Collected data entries

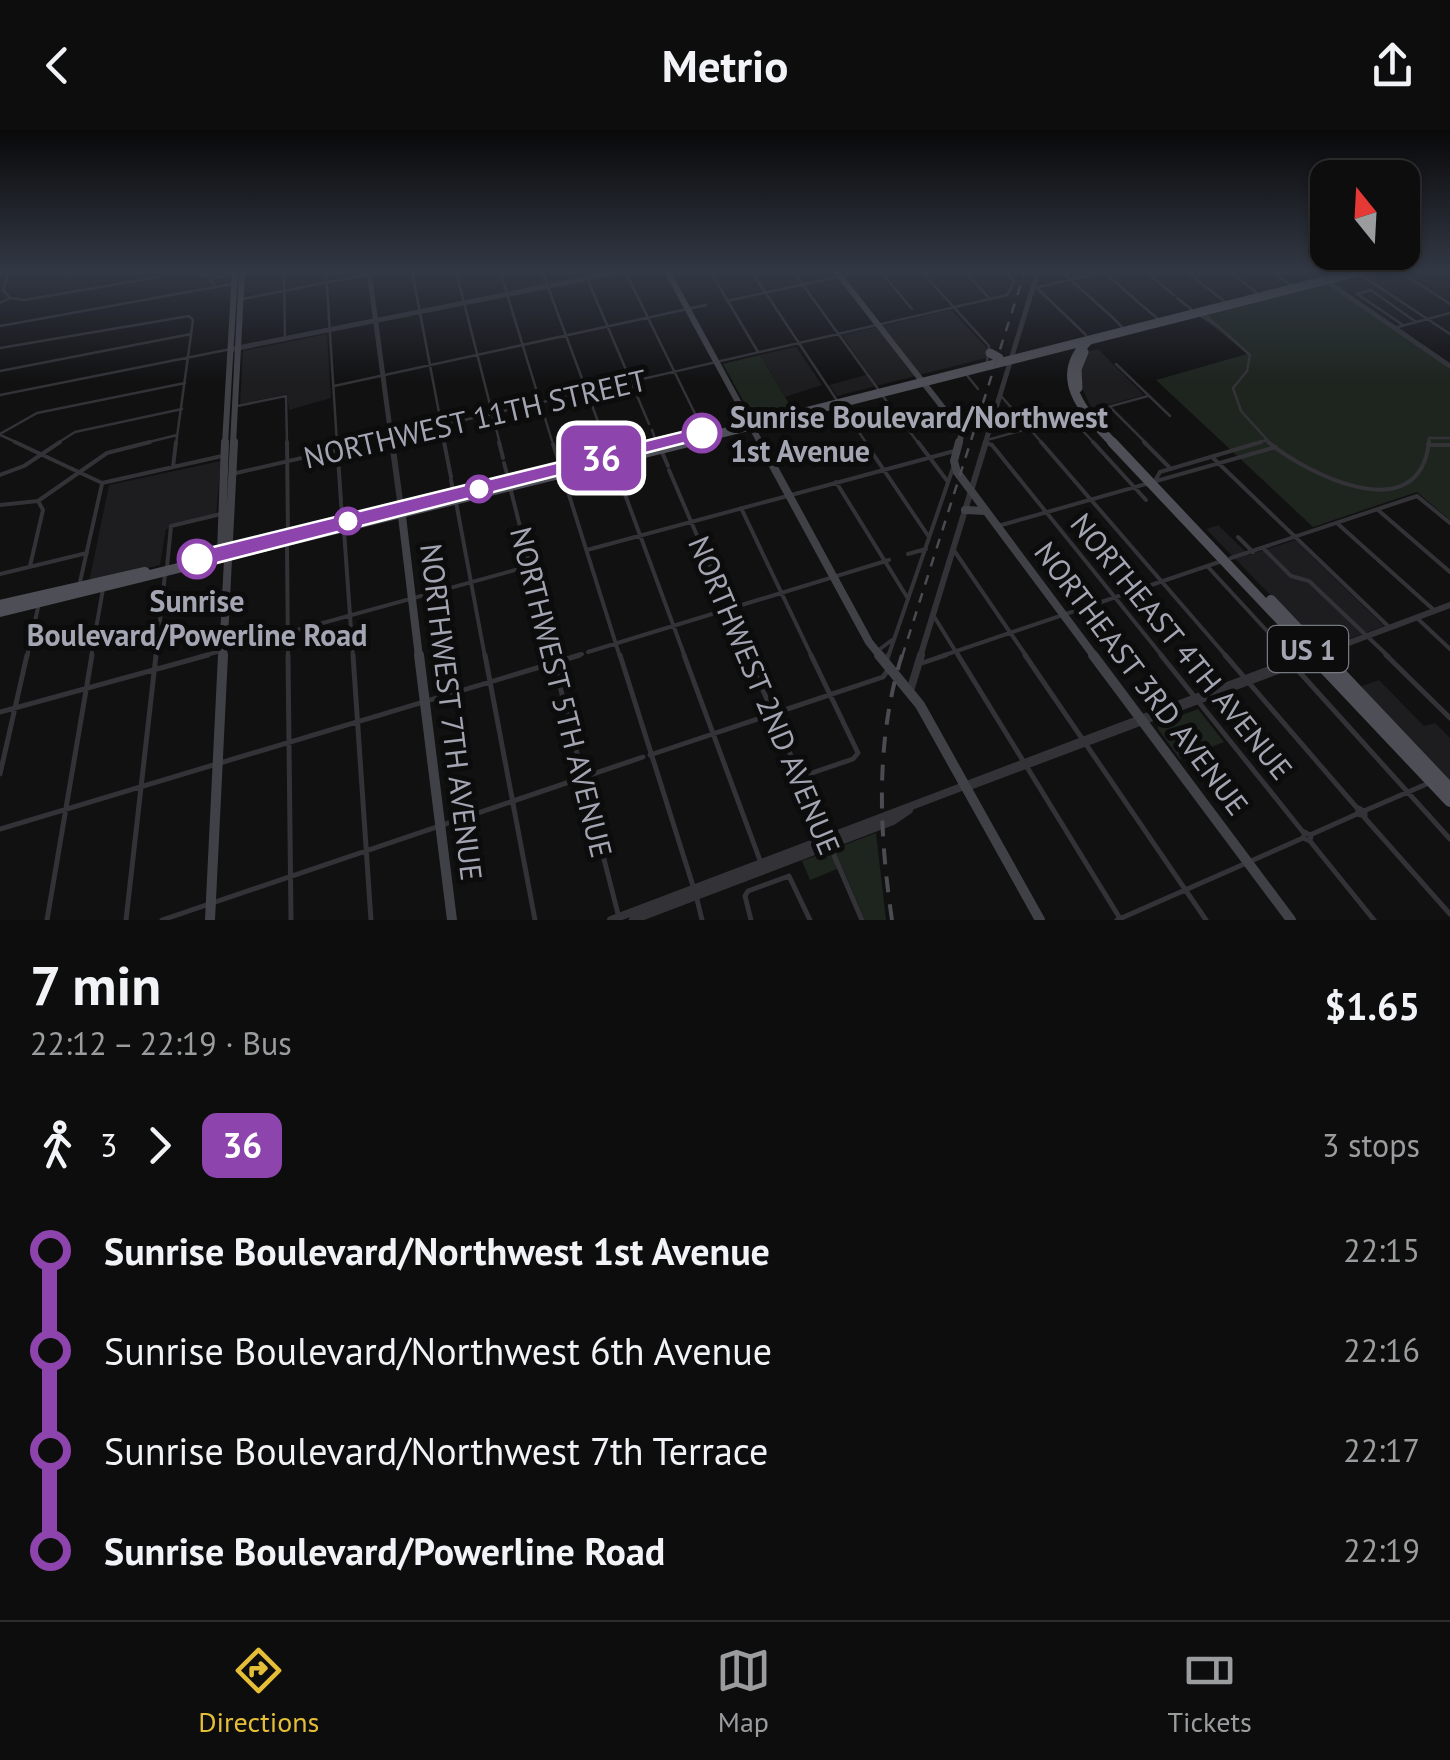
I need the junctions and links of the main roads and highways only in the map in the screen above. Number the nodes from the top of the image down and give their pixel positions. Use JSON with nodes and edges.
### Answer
{"nodes":[{"id":1,"x":236,"y":308,"type":"edge"},
{"id":2,"x":240,"y":308,"type":"edge"},
{"id":3,"x":687,"y":308,"type":"edge"},
{"id":4,"x":865,"y":308,"type":"edge"},
{"id":5,"x":1204,"y":308,"type":"edge"},
{"id":6,"x":1207,"y":308,"type":"edge"},
{"id":7,"x":1198,"y":310,"type":"junction"},
{"id":8,"x":1110,"y":332,"type":"junction"},
{"id":9,"x":1087,"y":338,"type":"junction"},
{"id":10,"x":234,"y":349,"type":"junction"},
{"id":11,"x":1054,"y":349,"type":"junction"},
{"id":12,"x":1012,"y":357,"type":"junction"},
{"id":13,"x":1073,"y":358,"type":"junction"},
{"id":14,"x":991,"y":361,"type":"junction"},
{"id":15,"x":1008,"y":372,"type":"road end"},
{"id":16,"x":922,"y":380,"type":"junction"},
{"id":17,"x":1088,"y":412,"type":"junction"},
{"id":18,"x":750,"y":423,"type":"junction"},
{"id":19,"x":659,"y":447,"type":"junction"},
{"id":20,"x":228,"y":454,"type":"junction"},
{"id":21,"x":611,"y":459,"type":"junction"},
{"id":22,"x":1153,"y":480,"type":"junction"},
{"id":23,"x":965,"y":510,"type":"road end"},
{"id":24,"x":401,"y":511,"type":"junction"},
{"id":25,"x":988,"y":513,"type":"junction"},
{"id":26,"x":225,"y":555,"type":"junction"},
{"id":27,"x":1232,"y":562,"type":"junction"},
{"id":28,"x":165,"y":571,"type":"junction"},
{"id":29,"x":79,"y":587,"type":"junction"},
{"id":30,"x":62,"y":598,"type":"junction"},
{"id":31,"x":0,"y":608,"type":"edge"},
{"id":32,"x":1317,"y":655,"type":"junction"},
{"id":33,"x":1444,"y":782,"type":"edge"},
{"id":34,"x":1450,"y":801,"type":"edge"},
{"id":35,"x":210,"y":920,"type":"edge"},
{"id":36,"x":452,"y":920,"type":"edge"},
{"id":37,"x":1040,"y":920,"type":"edge"},
{"id":38,"x":1291,"y":920,"type":"edge"}],
"edges":[{"from":1,"to":10,"type":"main road"},
{"from":2,"to":10,"type":"main road"},
{"from":3,"to":18,"type":"main road"},
{"from":4,"to":16,"type":"main road"},
{"from":5,"to":7,"type":"main road"},
{"from":6,"to":7,"type":"main road"},
{"from":7,"to":8,"type":"main road"},
{"from":8,"to":9,"type":"main road"},
{"from":8,"to":17,"type":"main road","number":"US 1"},
{"from":9,"to":11,"type":"main road"},
{"from":9,"to":12,"type":"main road"},
{"from":9,"to":13,"type":"main road"},
{"from":10,"to":20,"type":"main road"},
{"from":11,"to":12,"type":"main road"},
{"from":11,"to":13,"type":"main road"},
{"from":12,"to":14,"type":"main road"},
{"from":13,"to":17,"type":"main road","number":"US 1"},
{"from":14,"to":15,"type":"main road"},
{"from":14,"to":16,"type":"main road"},
{"from":14,"to":16,"type":"main road"},
{"from":16,"to":18,"type":"main road"},
{"from":16,"to":25,"type":"main road","name":"NORTHEAST 3RD AVENUE"},
{"from":17,"to":22,"type":"main road","number":"US 1"},
{"from":18,"to":19,"type":"main road"},
{"from":18,"to":19,"type":"main road"},
{"from":18,"to":37,"type":"main road"},
{"from":19,"to":21,"type":"main road"},
{"from":19,"to":21,"type":"main road"},
{"from":20,"to":26,"type":"main road"},
{"from":20,"to":26,"type":"main road"},
{"from":21,"to":24,"type":"main road"},
{"from":22,"to":27,"type":"main road","number":"US 1"},
{"from":22,"to":27,"type":"main road","number":"US 1"},
{"from":23,"to":25,"type":"main road"},
{"from":24,"to":26,"type":"main road"},
{"from":24,"to":36,"type":"main road","name":"NORTHWEST 7TH AVENUE"},
{"from":25,"to":38,"type":"main road","name":"NORTHEAST 3RD AVENUE"},
{"from":26,"to":28,"type":"main road"},
{"from":26,"to":35,"type":"main road"},
{"from":27,"to":32,"type":"main road","number":"US 1"},
{"from":28,"to":29,"type":"main road"},
{"from":28,"to":30,"type":"main road"},
{"from":29,"to":30,"type":"main road"},
{"from":29,"to":31,"type":"main road"},
{"from":30,"to":31,"type":"main road"},
{"from":32,"to":33,"type":"main road","number":"US 1"},
{"from":32,"to":33,"type":"main road","number":"US 1"},
{"from":33,"to":34,"type":"main road","number":"US 1"}]}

◆ **What the task requires**: Without the pictures, write out every entry precisely as it appears.

◆ **Result of the task**:
I need the junctions and links of the main roads and highways only in the map in the screen above. Number the nodes from the top of the image down and give their pixel positions. Use JSON with nodes and edges.
### Answer
{"nodes":[{"id":1,"x":236,"y":308,"type":"edge"},
{"id":2,"x":240,"y":308,"type":"edge"},
{"id":3,"x":687,"y":308,"type":"edge"},
{"id":4,"x":865,"y":308,"type":"edge"},
{"id":5,"x":1204,"y":308,"type":"edge"},
{"id":6,"x":1207,"y":308,"type":"edge"},
{"id":7,"x":1198,"y":310,"type":"junction"},
{"id":8,"x":1110,"y":332,"type":"junction"},
{"id":9,"x":1087,"y":338,"type":"junction"},
{"id":10,"x":234,"y":349,"type":"junction"},
{"id":11,"x":1054,"y":349,"type":"junction"},
{"id":12,"x":1012,"y":357,"type":"junction"},
{"id":13,"x":1073,"y":358,"type":"junction"},
{"id":14,"x":991,"y":361,"type":"junction"},
{"id":15,"x":1008,"y":372,"type":"road end"},
{"id":16,"x":922,"y":380,"type":"junction"},
{"id":17,"x":1088,"y":412,"type":"junction"},
{"id":18,"x":750,"y":423,"type":"junction"},
{"id":19,"x":659,"y":447,"type":"junction"},
{"id":20,"x":228,"y":454,"type":"junction"},
{"id":21,"x":611,"y":459,"type":"junction"},
{"id":22,"x":1153,"y":480,"type":"junction"},
{"id":23,"x":965,"y":510,"type":"road end"},
{"id":24,"x":401,"y":511,"type":"junction"},
{"id":25,"x":988,"y":513,"type":"junction"},
{"id":26,"x":225,"y":555,"type":"junction"},
{"id":27,"x":1232,"y":562,"type":"junction"},
{"id":28,"x":165,"y":571,"type":"junction"},
{"id":29,"x":79,"y":587,"type":"junction"},
{"id":30,"x":62,"y":598,"type":"junction"},
{"id":31,"x":0,"y":608,"type":"edge"},
{"id":32,"x":1317,"y":655,"type":"junction"},
{"id":33,"x":1444,"y":782,"type":"edge"},
{"id":34,"x":1450,"y":801,"type":"edge"},
{"id":35,"x":210,"y":920,"type":"edge"},
{"id":36,"x":452,"y":920,"type":"edge"},
{"id":37,"x":1040,"y":920,"type":"edge"},
{"id":38,"x":1291,"y":920,"type":"edge"}],
"edges":[{"from":1,"to":10,"type":"main road"},
{"from":2,"to":10,"type":"main road"},
{"from":3,"to":18,"type":"main road"},
{"from":4,"to":16,"type":"main road"},
{"from":5,"to":7,"type":"main road"},
{"from":6,"to":7,"type":"main road"},
{"from":7,"to":8,"type":"main road"},
{"from":8,"to":9,"type":"main road"},
{"from":8,"to":17,"type":"main road","number":"US 1"},
{"from":9,"to":11,"type":"main road"},
{"from":9,"to":12,"type":"main road"},
{"from":9,"to":13,"type":"main road"},
{"from":10,"to":20,"type":"main road"},
{"from":11,"to":12,"type":"main road"},
{"from":11,"to":13,"type":"main road"},
{"from":12,"to":14,"type":"main road"},
{"from":13,"to":17,"type":"main road","number":"US 1"},
{"from":14,"to":15,"type":"main road"},
{"from":14,"to":16,"type":"main road"},
{"from":14,"to":16,"type":"main road"},
{"from":16,"to":18,"type":"main road"},
{"from":16,"to":25,"type":"main road","name":"NORTHEAST 3RD AVENUE"},
{"from":17,"to":22,"type":"main road","number":"US 1"},
{"from":18,"to":19,"type":"main road"},
{"from":18,"to":19,"type":"main road"},
{"from":18,"to":37,"type":"main road"},
{"from":19,"to":21,"type":"main road"},
{"from":19,"to":21,"type":"main road"},
{"from":20,"to":26,"type":"main road"},
{"from":20,"to":26,"type":"main road"},
{"from":21,"to":24,"type":"main road"},
{"from":22,"to":27,"type":"main road","number":"US 1"},
{"from":22,"to":27,"type":"main road","number":"US 1"},
{"from":23,"to":25,"type":"main road"},
{"from":24,"to":26,"type":"main road"},
{"from":24,"to":36,"type":"main road","name":"NORTHWEST 7TH AVENUE"},
{"from":25,"to":38,"type":"main road","name":"NORTHEAST 3RD AVENUE"},
{"from":26,"to":28,"type":"main road"},
{"from":26,"to":35,"type":"main road"},
{"from":27,"to":32,"type":"main road","number":"US 1"},
{"from":28,"to":29,"type":"main road"},
{"from":28,"to":30,"type":"main road"},
{"from":29,"to":30,"type":"main road"},
{"from":29,"to":31,"type":"main road"},
{"from":30,"to":31,"type":"main road"},
{"from":32,"to":33,"type":"main road","number":"US 1"},
{"from":32,"to":33,"type":"main road","number":"US 1"},
{"from":33,"to":34,"type":"main road","number":"US 1"}]}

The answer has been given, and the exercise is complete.